Like Uprising, this year’s Retribution feels like a cautious half-step into the game’s fiction—not quite enough to make a campaign out of, but enough to pique the interest of players grown used to mining every spare bit of Overwatch for any possible lore or background on the world. It’s a sad state of affairs in many ways—clearly the game has a developed world with interesting characters and motivations, but like I wrote about before, doesn’t let us do much with them other than shoot each other.

When Retribution shines, it recalls other co-op shooters with a distinct narrative, like Valve’s Left 4 Dead or even Call of Duty’s ongoing zombie spin-off series. But instead of taking the direction that those games do in confidently putting forth a cooperative campaign, Overwatch drip-feeds its narrative, with (so far) only a single narrative co-op event like Retribution or Uprising a year.

There’s hope, though, in that these co-op missions now have an official name in the game (“Archives”) and Retribution, for what it’s worth, does expand on many of the concepts introduced in Uprising, especially with a fully animated intro sequence and a plethora of character interactions that help flesh out the fiction of Blackwatch, before most of its members fell to Talon allegiance.
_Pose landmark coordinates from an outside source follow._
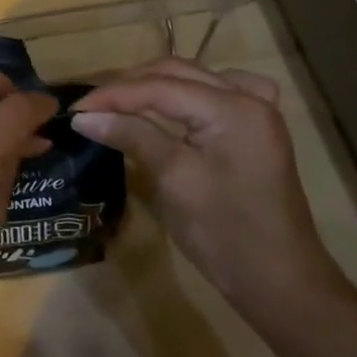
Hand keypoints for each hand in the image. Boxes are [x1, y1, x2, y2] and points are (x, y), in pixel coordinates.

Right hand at [71, 58, 343, 318]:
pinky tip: (175, 103)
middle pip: (176, 73)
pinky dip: (188, 91)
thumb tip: (83, 116)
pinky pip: (217, 92)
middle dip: (130, 85)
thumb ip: (132, 136)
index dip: (113, 95)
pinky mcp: (255, 129)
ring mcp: (257, 112)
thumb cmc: (226, 234)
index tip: (75, 109)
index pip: (159, 87)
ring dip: (154, 85)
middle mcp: (249, 98)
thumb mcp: (174, 180)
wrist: (281, 283)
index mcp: (233, 108)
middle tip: (91, 105)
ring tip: (118, 102)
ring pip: (194, 78)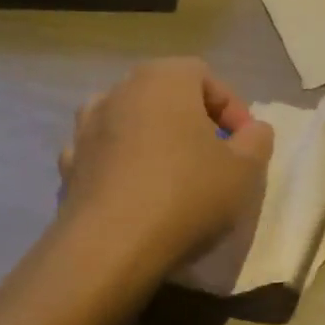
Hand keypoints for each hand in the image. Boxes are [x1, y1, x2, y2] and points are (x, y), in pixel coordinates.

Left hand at [56, 59, 272, 275]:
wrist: (110, 249)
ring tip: (174, 173)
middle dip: (193, 121)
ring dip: (154, 140)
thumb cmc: (187, 195)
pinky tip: (140, 196)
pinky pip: (105, 155)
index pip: (204, 75)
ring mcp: (86, 129)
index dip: (232, 107)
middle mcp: (118, 93)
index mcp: (163, 81)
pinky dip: (124, 166)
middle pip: (164, 95)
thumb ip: (257, 140)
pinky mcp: (68, 167)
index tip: (245, 142)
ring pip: (131, 122)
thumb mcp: (245, 169)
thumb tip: (252, 130)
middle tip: (215, 155)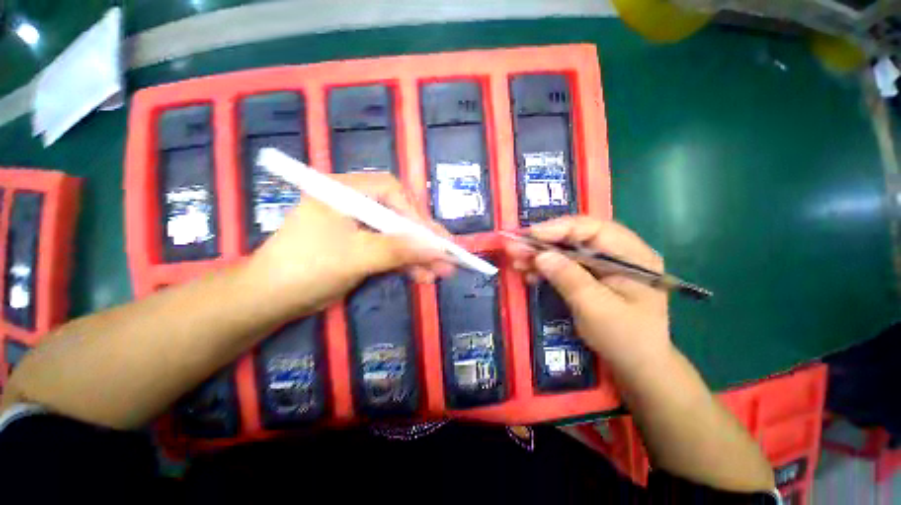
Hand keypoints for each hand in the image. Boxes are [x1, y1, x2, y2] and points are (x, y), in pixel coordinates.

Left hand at [246, 172, 454, 315]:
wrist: (271, 300)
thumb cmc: (307, 269)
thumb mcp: (357, 257)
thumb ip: (399, 250)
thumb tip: (438, 248)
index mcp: (344, 191)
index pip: (391, 191)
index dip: (416, 214)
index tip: (435, 239)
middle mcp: (354, 203)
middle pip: (399, 215)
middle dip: (423, 239)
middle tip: (447, 257)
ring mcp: (359, 225)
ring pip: (397, 235)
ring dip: (418, 255)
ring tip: (440, 272)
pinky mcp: (361, 245)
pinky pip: (390, 249)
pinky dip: (406, 263)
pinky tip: (422, 275)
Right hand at [505, 217, 670, 369]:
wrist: (636, 365)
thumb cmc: (624, 339)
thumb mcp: (596, 309)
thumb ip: (570, 278)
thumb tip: (540, 255)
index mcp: (632, 255)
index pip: (594, 228)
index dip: (559, 228)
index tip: (530, 235)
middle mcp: (618, 252)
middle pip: (576, 237)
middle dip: (543, 242)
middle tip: (515, 248)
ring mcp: (603, 264)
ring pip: (566, 250)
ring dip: (540, 254)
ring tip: (516, 260)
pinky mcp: (590, 275)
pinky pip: (564, 264)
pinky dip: (545, 267)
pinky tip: (528, 272)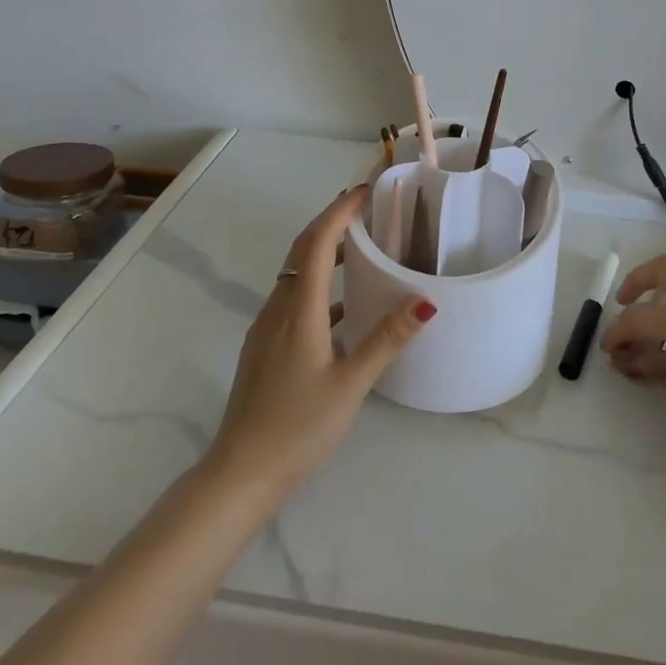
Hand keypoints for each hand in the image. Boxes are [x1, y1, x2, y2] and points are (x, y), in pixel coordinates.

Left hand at [207, 186, 435, 502]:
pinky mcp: (264, 347)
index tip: (366, 191)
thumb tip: (425, 301)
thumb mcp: (351, 385)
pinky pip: (292, 297)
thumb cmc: (298, 427)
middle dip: (331, 221)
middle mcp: (278, 308)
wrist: (240, 473)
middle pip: (302, 249)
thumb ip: (386, 340)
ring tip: (360, 247)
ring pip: (296, 273)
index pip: (318, 242)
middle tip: (366, 208)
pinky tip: (341, 307)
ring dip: (323, 251)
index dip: (340, 211)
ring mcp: (266, 328)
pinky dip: (317, 284)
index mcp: (299, 309)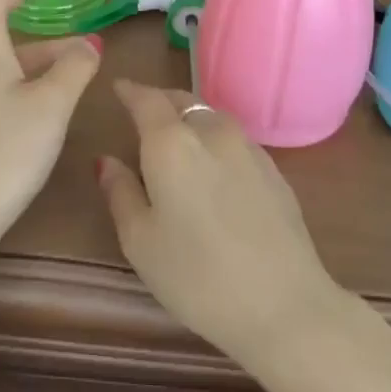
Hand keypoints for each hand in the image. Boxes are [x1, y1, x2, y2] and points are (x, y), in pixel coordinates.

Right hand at [96, 80, 351, 367]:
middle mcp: (212, 132)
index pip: (146, 99)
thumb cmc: (196, 276)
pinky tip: (213, 166)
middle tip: (142, 113)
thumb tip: (106, 161)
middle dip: (160, 101)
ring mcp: (249, 148)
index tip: (118, 88)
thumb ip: (120, 193)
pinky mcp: (274, 169)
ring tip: (177, 138)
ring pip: (212, 117)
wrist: (285, 303)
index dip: (130, 91)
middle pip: (182, 101)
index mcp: (172, 143)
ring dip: (190, 118)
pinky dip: (215, 140)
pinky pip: (235, 139)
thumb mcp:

In order for the narrative events of Archives to truly make an effect, however, they’re going to have to go further than what they’ve been doing so far. Retribution is short, and on easier difficulties can be breezed through in a matter of minutes. The depth of character and established lore in the game allows for far more than what we’ve seen in Archives events already. Why not a campaign stringing a pitched Overwatch mission together? Why not learn more about duo characters like Junkrat and Roadhog, or Soldier 76 and Reaper? Many of these situations have already been illustrated in the game’s many tie-in comics, but if Overwatch wants to get serious about making its fiction into something that feels real, it’s going to need to do a lot more than a once-a-year narrative co-op level.